#### DATASET RECORDS

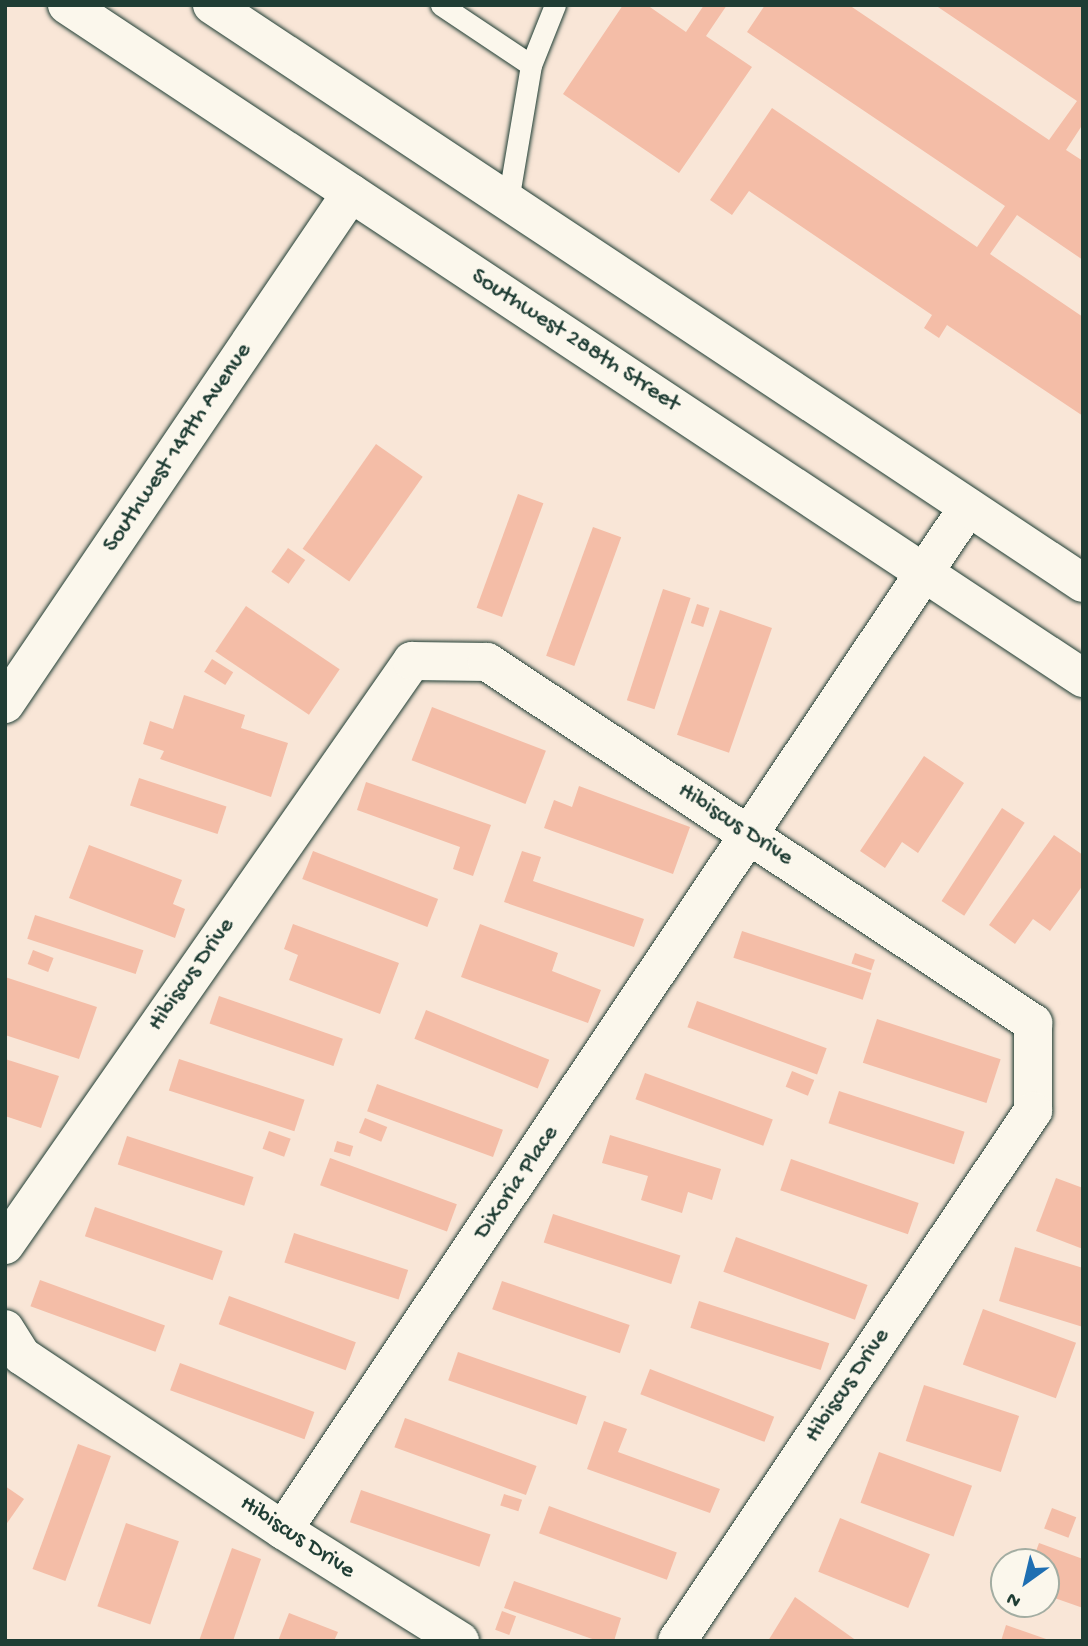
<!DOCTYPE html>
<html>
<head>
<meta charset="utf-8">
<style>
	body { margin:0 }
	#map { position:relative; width:1088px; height:1646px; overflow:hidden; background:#f9e6d7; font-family:"Gochi Hand",sans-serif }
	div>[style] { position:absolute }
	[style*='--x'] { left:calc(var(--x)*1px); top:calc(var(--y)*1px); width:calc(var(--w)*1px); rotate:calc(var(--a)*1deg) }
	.building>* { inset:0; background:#f4bda7; transform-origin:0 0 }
	.roads { filter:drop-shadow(0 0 2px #1f3d34) drop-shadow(0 0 2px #1f3d34) }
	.service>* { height:21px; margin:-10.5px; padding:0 10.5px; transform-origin:10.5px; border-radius:10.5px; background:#fbf7ec }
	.minor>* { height:38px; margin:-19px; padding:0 19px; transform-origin:19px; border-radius:19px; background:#fbf7ec }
	.secondary>* { height:38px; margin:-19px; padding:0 19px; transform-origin:19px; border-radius:19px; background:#fbf7ec }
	span { translate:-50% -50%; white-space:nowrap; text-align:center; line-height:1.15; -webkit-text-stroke:7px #fbf7ec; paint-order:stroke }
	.street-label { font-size:24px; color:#1f3d34 }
	.frame { position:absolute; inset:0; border:7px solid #1f3d34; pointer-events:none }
	.north { position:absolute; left:990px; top:1548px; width:70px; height:70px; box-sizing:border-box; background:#fbf7ec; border:2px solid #a3ada2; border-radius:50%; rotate:214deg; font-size:19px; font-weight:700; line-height:28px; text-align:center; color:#1f3d34 }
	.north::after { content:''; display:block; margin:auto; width:24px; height:32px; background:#1f6fb2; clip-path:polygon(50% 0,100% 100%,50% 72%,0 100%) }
</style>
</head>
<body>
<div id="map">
	<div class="building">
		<div style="clip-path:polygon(623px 5px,647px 5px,686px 32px,704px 5px,727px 5px,706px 36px,752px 67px,679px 173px,563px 94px)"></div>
		<div style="clip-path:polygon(765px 5px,849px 5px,1049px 140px,1077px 101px,935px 5px,1083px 7px,1083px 124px,1066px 150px,1083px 161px,1083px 260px,1017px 215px,990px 254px,1083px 317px,1083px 416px,947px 325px,939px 338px,924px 328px,932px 315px,749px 191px,732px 215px,710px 200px,772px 108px,977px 247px,1005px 206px,747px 32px)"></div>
		<div style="left:376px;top:444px;width:57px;height:128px;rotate:35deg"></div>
		<div style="left:518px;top:494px;width:27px;height:121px;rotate:20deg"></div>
		<div style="left:593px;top:527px;width:30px;height:137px;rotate:20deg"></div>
		<div style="left:288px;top:548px;width:21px;height:29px;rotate:35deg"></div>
		<div style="left:663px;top:589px;width:29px;height:117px;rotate:18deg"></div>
		<div style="left:697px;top:604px;width:13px;height:20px;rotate:18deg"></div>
		<div style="left:246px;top:606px;width:113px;height:55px;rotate:34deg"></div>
		<div style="left:720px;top:610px;width:55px;height:132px;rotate:19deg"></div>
		<div style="left:212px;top:659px;width:25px;height:15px;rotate:32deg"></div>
		<div style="clip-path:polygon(184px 695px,245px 715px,241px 728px,288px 743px,271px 797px,160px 759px,164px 751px,143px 744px,150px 721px,173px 729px)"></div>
		<div style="left:432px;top:707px;width:122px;height:57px;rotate:21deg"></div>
		<div style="clip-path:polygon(924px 756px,964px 783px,918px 853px,902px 842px,885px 868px,860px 851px)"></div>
		<div style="left:139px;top:778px;width:92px;height:29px;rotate:18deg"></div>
		<div style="clip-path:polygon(366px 782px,491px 825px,473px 876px,453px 869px,460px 847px,357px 810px)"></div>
		<div style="clip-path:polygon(579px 786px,690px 827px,673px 874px,544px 828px,554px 800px,572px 807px)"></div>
		<div style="left:1002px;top:808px;width:27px;height:111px;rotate:33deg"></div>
		<div style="clip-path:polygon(1054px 835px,1083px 855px,1083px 885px,1050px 931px,1033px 919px,1015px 944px,989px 925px)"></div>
		<div style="clip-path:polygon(89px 845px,182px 880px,173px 904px,185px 909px,175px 938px,69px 898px)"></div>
		<div style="left:313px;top:851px;width:134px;height:30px;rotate:21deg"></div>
		<div style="clip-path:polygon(522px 851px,541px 857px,533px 881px,644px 919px,634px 947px,504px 902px)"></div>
		<div style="left:35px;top:915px;width:114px;height:25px;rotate:18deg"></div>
		<div style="clip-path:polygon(293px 924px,399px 963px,380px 1014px,289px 980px,298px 955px,284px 949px)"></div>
		<div style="clip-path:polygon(480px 924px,558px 953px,552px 971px,601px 990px,588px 1023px,461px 977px)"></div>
		<div style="left:742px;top:931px;width:136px;height:28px;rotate:18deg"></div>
		<div style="left:33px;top:950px;width:22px;height:15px;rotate:21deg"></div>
		<div style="left:855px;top:953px;width:21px;height:11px;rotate:19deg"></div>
		<div style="clip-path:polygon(5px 977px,97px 1007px,79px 1059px,5px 1035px)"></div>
		<div style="left:219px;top:996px;width:131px;height:29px;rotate:19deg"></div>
		<div style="left:697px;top:1001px;width:138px;height:28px;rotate:20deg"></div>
		<div style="left:426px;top:1010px;width:133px;height:31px;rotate:22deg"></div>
		<div style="left:877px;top:1019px;width:130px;height:46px;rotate:18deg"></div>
		<div style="clip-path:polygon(5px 1059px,59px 1076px,41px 1128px,5px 1116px)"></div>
		<div style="left:179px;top:1059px;width:132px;height:33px;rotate:18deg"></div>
		<div style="left:792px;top:1071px;width:24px;height:17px;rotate:22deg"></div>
		<div style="left:645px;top:1073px;width:136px;height:28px;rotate:20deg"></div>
		<div style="left:377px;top:1084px;width:134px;height:29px;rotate:20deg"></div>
		<div style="left:839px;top:1091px;width:132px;height:34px;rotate:18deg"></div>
		<div style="left:365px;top:1118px;width:24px;height:16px;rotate:22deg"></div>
		<div style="left:269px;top:1131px;width:23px;height:19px;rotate:20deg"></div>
		<div style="clip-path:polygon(610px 1135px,721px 1169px,712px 1200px,688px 1192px,682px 1213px,641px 1200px,648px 1176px,602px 1163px)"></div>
		<div style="left:127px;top:1136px;width:133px;height:30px;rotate:18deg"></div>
		<div style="left:337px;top:1141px;width:17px;height:11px;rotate:17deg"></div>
		<div style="left:330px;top:1158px;width:135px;height:29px;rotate:20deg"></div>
		<div style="left:791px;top:1159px;width:135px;height:33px;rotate:19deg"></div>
		<div style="clip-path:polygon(1056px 1178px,1083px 1188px,1083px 1249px,1036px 1231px)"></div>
		<div style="left:95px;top:1207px;width:135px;height:31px;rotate:19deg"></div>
		<div style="left:553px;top:1214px;width:134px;height:30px;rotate:18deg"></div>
		<div style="left:294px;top:1233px;width:120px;height:31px;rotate:18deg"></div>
		<div style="left:736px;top:1237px;width:140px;height:37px;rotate:20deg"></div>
		<div style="clip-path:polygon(1015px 1247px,1083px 1268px,1083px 1327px,999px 1301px)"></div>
		<div style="left:40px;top:1280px;width:133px;height:28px;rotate:20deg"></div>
		<div style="left:502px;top:1281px;width:135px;height:30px;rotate:19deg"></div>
		<div style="left:229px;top:1296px;width:135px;height:30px;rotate:20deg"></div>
		<div style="left:699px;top:1301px;width:137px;height:28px;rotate:18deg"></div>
		<div style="left:983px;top:1309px;width:99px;height:59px;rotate:20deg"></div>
		<div style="left:458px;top:1352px;width:136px;height:30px;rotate:19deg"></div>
		<div style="left:180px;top:1363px;width:143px;height:29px;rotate:20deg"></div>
		<div style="left:650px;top:1369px;width:133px;height:27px;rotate:21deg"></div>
		<div style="left:924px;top:1385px;width:100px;height:59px;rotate:18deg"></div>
		<div style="left:405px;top:1418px;width:140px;height:31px;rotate:20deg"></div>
		<div style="clip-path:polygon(604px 1421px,627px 1429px,618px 1452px,720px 1489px,710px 1513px,587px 1469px)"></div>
		<div style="left:78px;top:1444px;width:35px;height:133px;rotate:20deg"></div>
		<div style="left:879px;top:1452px;width:99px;height:54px;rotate:20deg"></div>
		<div style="clip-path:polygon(5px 1486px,24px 1499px,5px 1526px)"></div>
		<div style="left:361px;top:1490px;width:137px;height:34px;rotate:19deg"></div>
		<div style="left:504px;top:1494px;width:19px;height:12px;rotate:18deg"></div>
		<div style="left:549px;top:1506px;width:136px;height:29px;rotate:20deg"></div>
		<div style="left:1052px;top:1508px;width:26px;height:22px;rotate:21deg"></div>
		<div style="left:840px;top:1518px;width:97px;height:58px;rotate:22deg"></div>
		<div style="left:126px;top:1523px;width:56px;height:88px;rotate:19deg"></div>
		<div style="clip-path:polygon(1039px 1543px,1083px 1559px,1083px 1608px,1046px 1595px,1046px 1562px,1032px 1562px)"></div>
		<div style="clip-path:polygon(232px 1548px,261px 1559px,233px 1641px,199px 1641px)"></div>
		<div style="clip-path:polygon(514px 1581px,621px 1618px,614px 1641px,598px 1641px,504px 1608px)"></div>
		<div style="clip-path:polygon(795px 1597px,857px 1641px,768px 1641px)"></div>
		<div style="left:502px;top:1611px;width:15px;height:20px;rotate:20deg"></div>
		<div style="clip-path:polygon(289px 1613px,338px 1632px,334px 1641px,278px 1641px)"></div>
		<div style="clip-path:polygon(1006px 1625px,1049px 1640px,1049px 1641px,1001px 1641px)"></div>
	</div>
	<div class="roads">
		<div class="service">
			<div style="--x:441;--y:5;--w:108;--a:33.7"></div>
			<div style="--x:508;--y:201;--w:138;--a:-80.4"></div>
			<div style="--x:531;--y:65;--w:65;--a:-68.2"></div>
		</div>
		<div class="minor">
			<div style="--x:5;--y:704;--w:617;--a:-55.9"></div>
			<div style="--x:5;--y:1245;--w:712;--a:-55.13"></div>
			<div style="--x:412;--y:661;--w:75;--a:0.8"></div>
			<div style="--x:487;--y:662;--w:655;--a:33.47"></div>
			<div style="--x:1033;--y:1023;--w:88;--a:90"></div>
			<div style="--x:1033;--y:1111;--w:638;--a:123.89"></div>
			<div style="--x:5;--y:1329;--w:32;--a:58"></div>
			<div style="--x:22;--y:1356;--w:314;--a:33.7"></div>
			<div style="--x:283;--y:1530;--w:209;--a:32.1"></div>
			<div style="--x:283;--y:1530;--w:1231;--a:-56.19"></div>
		</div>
		<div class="secondary">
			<div style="--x:67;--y:5;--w:1219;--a:33.52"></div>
			<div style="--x:212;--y:5;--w:1045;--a:33.57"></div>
		</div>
	</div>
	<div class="street-label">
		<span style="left:575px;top:341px;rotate:33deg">Southwest 288th Street</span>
		<span style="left:178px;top:448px;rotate:-56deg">Southwest 149th Avenue</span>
		<span style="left:735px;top:825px;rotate:33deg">Hibiscus Drive</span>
		<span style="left:192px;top:975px;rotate:-55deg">Hibiscus Drive</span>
		<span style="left:517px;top:1183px;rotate:-56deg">Dixoria Place</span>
		<span style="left:848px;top:1386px;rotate:-56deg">Hibiscus Drive</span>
		<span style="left:297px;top:1538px;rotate:33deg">Hibiscus Drive</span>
	</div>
	<div class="frame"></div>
	<div class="north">N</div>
</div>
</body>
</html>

########

## WHAT IS BEING ASKED
Report the lines above that have the word "service" in them.

## RESPONSE AREA
	.service>* { height:21px; margin:-10.5px; padding:0 10.5px; transform-origin:10.5px; border-radius:10.5px; background:#fbf7ec }
		<div class="service">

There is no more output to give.